Your assignment: Could you reproduce all of the records exactly?
(Information provided)
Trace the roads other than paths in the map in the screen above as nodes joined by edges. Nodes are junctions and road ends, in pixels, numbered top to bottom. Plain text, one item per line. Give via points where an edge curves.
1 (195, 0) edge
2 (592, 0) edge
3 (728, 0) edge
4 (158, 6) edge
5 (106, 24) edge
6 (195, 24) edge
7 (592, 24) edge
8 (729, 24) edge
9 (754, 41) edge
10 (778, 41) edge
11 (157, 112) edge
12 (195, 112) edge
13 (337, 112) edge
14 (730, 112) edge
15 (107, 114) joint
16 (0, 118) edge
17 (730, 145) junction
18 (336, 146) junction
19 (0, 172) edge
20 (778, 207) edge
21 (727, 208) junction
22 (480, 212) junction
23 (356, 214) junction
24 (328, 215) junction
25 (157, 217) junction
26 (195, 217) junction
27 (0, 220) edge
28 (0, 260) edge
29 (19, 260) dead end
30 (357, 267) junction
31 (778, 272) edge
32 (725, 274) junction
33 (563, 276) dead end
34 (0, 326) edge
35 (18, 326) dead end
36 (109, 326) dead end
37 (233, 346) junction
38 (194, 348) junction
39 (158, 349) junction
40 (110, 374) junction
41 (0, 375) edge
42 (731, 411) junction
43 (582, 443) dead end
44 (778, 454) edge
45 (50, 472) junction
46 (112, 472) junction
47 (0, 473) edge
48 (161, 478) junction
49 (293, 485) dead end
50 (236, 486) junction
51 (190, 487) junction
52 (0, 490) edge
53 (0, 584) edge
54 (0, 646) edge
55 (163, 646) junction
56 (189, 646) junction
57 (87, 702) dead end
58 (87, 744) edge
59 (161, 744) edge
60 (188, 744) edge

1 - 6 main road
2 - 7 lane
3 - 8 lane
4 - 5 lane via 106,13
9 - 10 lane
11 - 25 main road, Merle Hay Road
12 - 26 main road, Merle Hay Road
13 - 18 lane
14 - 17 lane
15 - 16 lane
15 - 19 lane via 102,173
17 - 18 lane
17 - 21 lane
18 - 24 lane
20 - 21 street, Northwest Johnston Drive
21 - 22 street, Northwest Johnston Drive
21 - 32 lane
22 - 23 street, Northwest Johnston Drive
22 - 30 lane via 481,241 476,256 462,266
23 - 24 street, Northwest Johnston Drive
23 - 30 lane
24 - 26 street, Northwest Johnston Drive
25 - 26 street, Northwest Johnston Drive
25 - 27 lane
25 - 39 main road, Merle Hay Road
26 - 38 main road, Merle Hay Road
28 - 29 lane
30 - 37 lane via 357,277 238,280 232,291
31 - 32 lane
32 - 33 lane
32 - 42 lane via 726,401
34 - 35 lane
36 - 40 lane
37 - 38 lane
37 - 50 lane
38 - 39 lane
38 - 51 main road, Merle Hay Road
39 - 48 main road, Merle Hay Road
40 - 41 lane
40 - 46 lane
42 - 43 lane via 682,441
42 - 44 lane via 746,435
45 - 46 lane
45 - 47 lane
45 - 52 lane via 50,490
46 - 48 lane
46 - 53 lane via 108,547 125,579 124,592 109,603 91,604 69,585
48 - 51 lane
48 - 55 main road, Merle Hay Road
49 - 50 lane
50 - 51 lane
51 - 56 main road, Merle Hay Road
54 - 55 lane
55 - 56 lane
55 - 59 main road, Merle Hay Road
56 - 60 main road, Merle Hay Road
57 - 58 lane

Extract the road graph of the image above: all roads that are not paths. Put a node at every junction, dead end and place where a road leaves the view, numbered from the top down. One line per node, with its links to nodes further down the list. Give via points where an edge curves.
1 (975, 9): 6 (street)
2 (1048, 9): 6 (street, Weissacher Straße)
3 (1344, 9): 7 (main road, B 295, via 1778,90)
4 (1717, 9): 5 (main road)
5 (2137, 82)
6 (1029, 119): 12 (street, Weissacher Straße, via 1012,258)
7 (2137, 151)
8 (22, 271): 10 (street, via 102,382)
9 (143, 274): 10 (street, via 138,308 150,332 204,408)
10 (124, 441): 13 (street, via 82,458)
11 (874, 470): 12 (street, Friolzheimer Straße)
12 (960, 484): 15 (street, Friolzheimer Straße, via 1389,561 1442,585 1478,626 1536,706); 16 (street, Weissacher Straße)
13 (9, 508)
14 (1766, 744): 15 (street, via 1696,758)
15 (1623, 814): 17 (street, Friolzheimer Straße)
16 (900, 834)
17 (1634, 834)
(End Information provided)
Answer:
Trace the roads other than paths in the map in the screen above as nodes joined by edges. Nodes are junctions and road ends, in pixels, numbered top to bottom. Plain text, one item per line. Give via points where an edge curves.
1 (195, 0) edge
2 (592, 0) edge
3 (728, 0) edge
4 (158, 6) edge
5 (106, 24) edge
6 (195, 24) edge
7 (592, 24) edge
8 (729, 24) edge
9 (754, 41) edge
10 (778, 41) edge
11 (157, 112) edge
12 (195, 112) edge
13 (337, 112) edge
14 (730, 112) edge
15 (107, 114) joint
16 (0, 118) edge
17 (730, 145) junction
18 (336, 146) junction
19 (0, 172) edge
20 (778, 207) edge
21 (727, 208) junction
22 (480, 212) junction
23 (356, 214) junction
24 (328, 215) junction
25 (157, 217) junction
26 (195, 217) junction
27 (0, 220) edge
28 (0, 260) edge
29 (19, 260) dead end
30 (357, 267) junction
31 (778, 272) edge
32 (725, 274) junction
33 (563, 276) dead end
34 (0, 326) edge
35 (18, 326) dead end
36 (109, 326) dead end
37 (233, 346) junction
38 (194, 348) junction
39 (158, 349) junction
40 (110, 374) junction
41 (0, 375) edge
42 (731, 411) junction
43 (582, 443) dead end
44 (778, 454) edge
45 (50, 472) junction
46 (112, 472) junction
47 (0, 473) edge
48 (161, 478) junction
49 (293, 485) dead end
50 (236, 486) junction
51 (190, 487) junction
52 (0, 490) edge
53 (0, 584) edge
54 (0, 646) edge
55 (163, 646) junction
56 (189, 646) junction
57 (87, 702) dead end
58 (87, 744) edge
59 (161, 744) edge
60 (188, 744) edge

1 - 6 main road
2 - 7 lane
3 - 8 lane
4 - 5 lane via 106,13
9 - 10 lane
11 - 25 main road, Merle Hay Road
12 - 26 main road, Merle Hay Road
13 - 18 lane
14 - 17 lane
15 - 16 lane
15 - 19 lane via 102,173
17 - 18 lane
17 - 21 lane
18 - 24 lane
20 - 21 street, Northwest Johnston Drive
21 - 22 street, Northwest Johnston Drive
21 - 32 lane
22 - 23 street, Northwest Johnston Drive
22 - 30 lane via 481,241 476,256 462,266
23 - 24 street, Northwest Johnston Drive
23 - 30 lane
24 - 26 street, Northwest Johnston Drive
25 - 26 street, Northwest Johnston Drive
25 - 27 lane
25 - 39 main road, Merle Hay Road
26 - 38 main road, Merle Hay Road
28 - 29 lane
30 - 37 lane via 357,277 238,280 232,291
31 - 32 lane
32 - 33 lane
32 - 42 lane via 726,401
34 - 35 lane
36 - 40 lane
37 - 38 lane
37 - 50 lane
38 - 39 lane
38 - 51 main road, Merle Hay Road
39 - 48 main road, Merle Hay Road
40 - 41 lane
40 - 46 lane
42 - 43 lane via 682,441
42 - 44 lane via 746,435
45 - 46 lane
45 - 47 lane
45 - 52 lane via 50,490
46 - 48 lane
46 - 53 lane via 108,547 125,579 124,592 109,603 91,604 69,585
48 - 51 lane
48 - 55 main road, Merle Hay Road
49 - 50 lane
50 - 51 lane
51 - 56 main road, Merle Hay Road
54 - 55 lane
55 - 56 lane
55 - 59 main road, Merle Hay Road
56 - 60 main road, Merle Hay Road
57 - 58 lane

Extract the road graph of the image above: all roads that are not paths. Put a node at every junction, dead end and place where a road leaves the view, numbered from the top down. One line per node, with its links to nodes further down the list. Give via points where an edge curves.
1 (975, 9): 6 (street)
2 (1048, 9): 6 (street, Weissacher Straße)
3 (1344, 9): 7 (main road, B 295, via 1778,90)
4 (1717, 9): 5 (main road)
5 (2137, 82)
6 (1029, 119): 12 (street, Weissacher Straße, via 1012,258)
7 (2137, 151)
8 (22, 271): 10 (street, via 102,382)
9 (143, 274): 10 (street, via 138,308 150,332 204,408)
10 (124, 441): 13 (street, via 82,458)
11 (874, 470): 12 (street, Friolzheimer Straße)
12 (960, 484): 15 (street, Friolzheimer Straße, via 1389,561 1442,585 1478,626 1536,706); 16 (street, Weissacher Straße)
13 (9, 508)
14 (1766, 744): 15 (street, via 1696,758)
15 (1623, 814): 17 (street, Friolzheimer Straße)
16 (900, 834)
17 (1634, 834)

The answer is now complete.